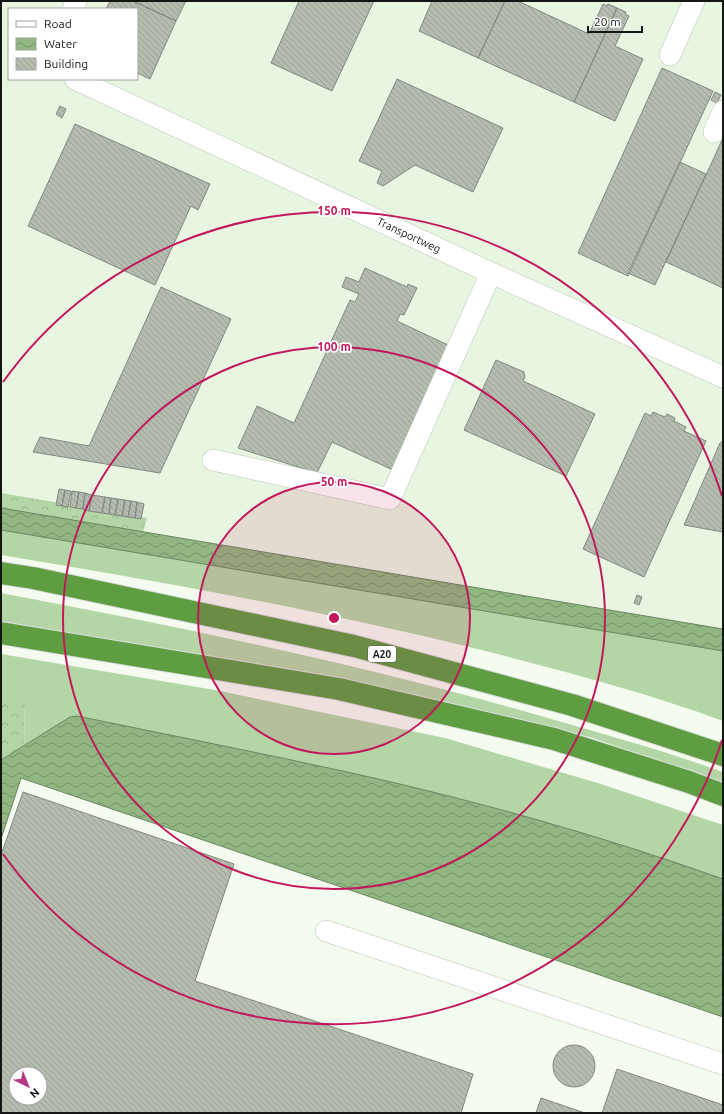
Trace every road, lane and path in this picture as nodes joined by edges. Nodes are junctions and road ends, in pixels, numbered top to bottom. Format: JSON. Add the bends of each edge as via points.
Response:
{"nodes":[{"id":1,"x":694,"y":1,"type":"edge"},
{"id":2,"x":670,"y":55,"type":"dead end"},
{"id":3,"x":76,"y":80,"type":"edge"},
{"id":4,"x":723,"y":111,"type":"edge"},
{"id":5,"x":714,"y":132,"type":"dead end"},
{"id":6,"x":491,"y":273,"type":"junction"},
{"id":7,"x":723,"y":377,"type":"edge"},
{"id":8,"x":213,"y":460,"type":"dead end"},
{"id":9,"x":1,"y":573,"type":"edge"},
{"id":10,"x":1,"y":632,"type":"edge"},
{"id":11,"x":723,"y":755,"type":"edge"},
{"id":12,"x":723,"y":795,"type":"edge"},
{"id":13,"x":326,"y":930,"type":"dead end"},
{"id":14,"x":723,"y":1064,"type":"edge"}],
"edges":[{"from":1,"to":2,"type":"street"},
{"from":3,"to":6,"type":"street","name":"Transportweg"},
{"from":4,"to":5,"type":"street"},
{"from":6,"to":7,"type":"street","name":"Transportweg"},
{"from":6,"to":8,"type":"street","via":[[390,499]]},
{"from":9,"to":11,"type":"highway","number":"A20","via":[[354,646],[572,705]]},
{"from":10,"to":12,"type":"highway","via":[[339,689],[554,739]]},
{"from":13,"to":14,"type":"street"}]}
----------------------------------------
▶ YOUR OBJECTIVE: Retype the data above verbatim, minus images.

▶ RESULT OF THIS EXERCISE:
Trace every road, lane and path in this picture as nodes joined by edges. Nodes are junctions and road ends, in pixels, numbered top to bottom. Format: JSON. Add the bends of each edge as via points.
Response:
{"nodes":[{"id":1,"x":694,"y":1,"type":"edge"},
{"id":2,"x":670,"y":55,"type":"dead end"},
{"id":3,"x":76,"y":80,"type":"edge"},
{"id":4,"x":723,"y":111,"type":"edge"},
{"id":5,"x":714,"y":132,"type":"dead end"},
{"id":6,"x":491,"y":273,"type":"junction"},
{"id":7,"x":723,"y":377,"type":"edge"},
{"id":8,"x":213,"y":460,"type":"dead end"},
{"id":9,"x":1,"y":573,"type":"edge"},
{"id":10,"x":1,"y":632,"type":"edge"},
{"id":11,"x":723,"y":755,"type":"edge"},
{"id":12,"x":723,"y":795,"type":"edge"},
{"id":13,"x":326,"y":930,"type":"dead end"},
{"id":14,"x":723,"y":1064,"type":"edge"}],
"edges":[{"from":1,"to":2,"type":"street"},
{"from":3,"to":6,"type":"street","name":"Transportweg"},
{"from":4,"to":5,"type":"street"},
{"from":6,"to":7,"type":"street","name":"Transportweg"},
{"from":6,"to":8,"type":"street","via":[[390,499]]},
{"from":9,"to":11,"type":"highway","number":"A20","via":[[354,646],[572,705]]},
{"from":10,"to":12,"type":"highway","via":[[339,689],[554,739]]},
{"from":13,"to":14,"type":"street"}]}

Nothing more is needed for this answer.